The phylum Heterolobosea contains around 170 species of amoebae, flagellates, and amoeboflagellates. It was initially established to unite two historically well-known amoeboid orders, Schizopyrenida (such as Naegleria fowleri, a human pathogen) and Acrasida (slime molds). Later, as more flagellates joined this grouping, the usage of Heterolobosea was split between two meanings: the more common usage applies to the entire clade, while the usage by Cavalier-Smith and collaborators was restricted to a paraphyletic class of "traditional" heteroloboseans, with the name Percolozoa used for the phylum instead.
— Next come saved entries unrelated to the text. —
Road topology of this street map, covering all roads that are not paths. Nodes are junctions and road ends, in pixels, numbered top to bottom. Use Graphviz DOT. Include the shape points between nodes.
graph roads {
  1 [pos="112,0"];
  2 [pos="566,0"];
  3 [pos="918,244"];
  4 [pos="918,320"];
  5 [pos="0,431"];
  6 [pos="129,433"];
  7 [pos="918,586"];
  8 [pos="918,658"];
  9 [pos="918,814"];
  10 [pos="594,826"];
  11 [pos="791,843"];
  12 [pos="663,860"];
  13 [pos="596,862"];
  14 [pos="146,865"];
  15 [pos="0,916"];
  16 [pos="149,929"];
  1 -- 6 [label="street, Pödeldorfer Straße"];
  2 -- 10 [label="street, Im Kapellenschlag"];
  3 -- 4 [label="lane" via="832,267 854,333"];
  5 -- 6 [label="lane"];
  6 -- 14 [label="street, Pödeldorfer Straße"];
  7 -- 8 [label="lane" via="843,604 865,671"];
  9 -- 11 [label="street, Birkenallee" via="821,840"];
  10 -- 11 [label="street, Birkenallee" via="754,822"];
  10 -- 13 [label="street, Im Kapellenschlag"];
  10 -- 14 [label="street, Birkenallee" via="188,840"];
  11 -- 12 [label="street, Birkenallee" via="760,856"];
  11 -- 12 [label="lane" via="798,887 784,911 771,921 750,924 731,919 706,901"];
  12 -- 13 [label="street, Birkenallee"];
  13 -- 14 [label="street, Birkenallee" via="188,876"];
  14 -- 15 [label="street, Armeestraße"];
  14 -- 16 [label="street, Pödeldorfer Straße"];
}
The first comprehensive phylogenomic study of Heterolobosea was published in 2025 by Tomáš Pánek and coauthors, resulting in its modern classification.

Phylum Heterolobosea (=Percolozoa )
- Subphylum Pharyngomonada
  - Class Pharyngomonadea
    - Order Pharyngomonadida
      - Family Pharyngomonadidae , genus Pharyngomonas.
- Subphylum Tetramitia
  - Multisulcus malaysiensis
  - Class Selenaionea
    - Order Neovahlkampfiida
      - Family Neovahlkampfiidae , genus Neovahlkampfia.
      - Family Orodruinidae (=Gruberellidae ), genera Orodruina (=Gruberella), Mombasina.
    - Order Selenaionida
      - Family Selenaionidae , genus Selenaion.
  - Class Eutetramitea . Genera of uncertain position: Eltonia, Euplaesiobystra, Fumarolamoeba, Heteramoeba, Parafumarolamoeba, Paravahlkampfia, Oramoeba, Stachyamoeba, Vrihiamoeba.
    - Order Naegleriida (=Heterolobosea ). Genera not assigned to any family: Aurem, Marinamoeba.
      - Family Acrasidae , genera Acrasis, Allovahlkampfia, Pocheina.
      - Family Naegleriidae , genera Naegleria, Willaertia, Trimastigamoeba.
      - Family Tulamoebidae , genera Halosymphonia, Pleurostomum, Tulamoeba.
      - Family Vahlkampfiidae , genera Tetramitus, Vahlkampfia, Pseudovahlkampfia, Tetramastigamoeba.
    - Order Percolomonadida
      - Family Barbeliidae , genera Barbelia, Nonamonas.
      - Family Lulaidae , genus Lula.
      - Family Percolomonadidae , genus Percolomonas.
    - Order Pseudociliatida
      - Family Stephanopogonidae , genus Stephanopogon.
    - Order Creneida
      - Family Creneidae , genus Creneis.
    - Order Lyromonadida
      - Family Psalteriomonadidae , genera Harpagon, Psalteriomonas (incl. Sawyeria), Monopylocystis, Pseudoharpagon, Lyromonas.

====Euglenozoa====
The phylum Euglenozoa is home to at least 2,000 described species of single-celled flagellates of very dissimilar lifestyles. It was originally proposed to group the euglenids (such as the photosynthetic Euglena) and the kinetoplastids (like the pathogenic Trypanosoma), usually studied separatedly; eventually it included diplonemids and symbiontids as well. Due to its share of photosynthetic species, traditionally regarded as algae, the phylum is also known as Euglenophyta by phycologists, and euglenids in particular were often studied as algae. Euglenids and kinetoplastids are the most diverse in terms of described species, although diplonemids may compose over 67,000 potential species. The classification of euglenozoans was summarized by Cavalier-Smith in 2016. A more phylogenetically precise revision of their classification was published in 2021 by Alexei Kostygov and coauthors, with newer clades and genera described in the following years, particularly of euglenids. Still, one group of euglenids, the paraphyletic "ploeotids", remains unresolved in the current classification, spread out across multiple clades.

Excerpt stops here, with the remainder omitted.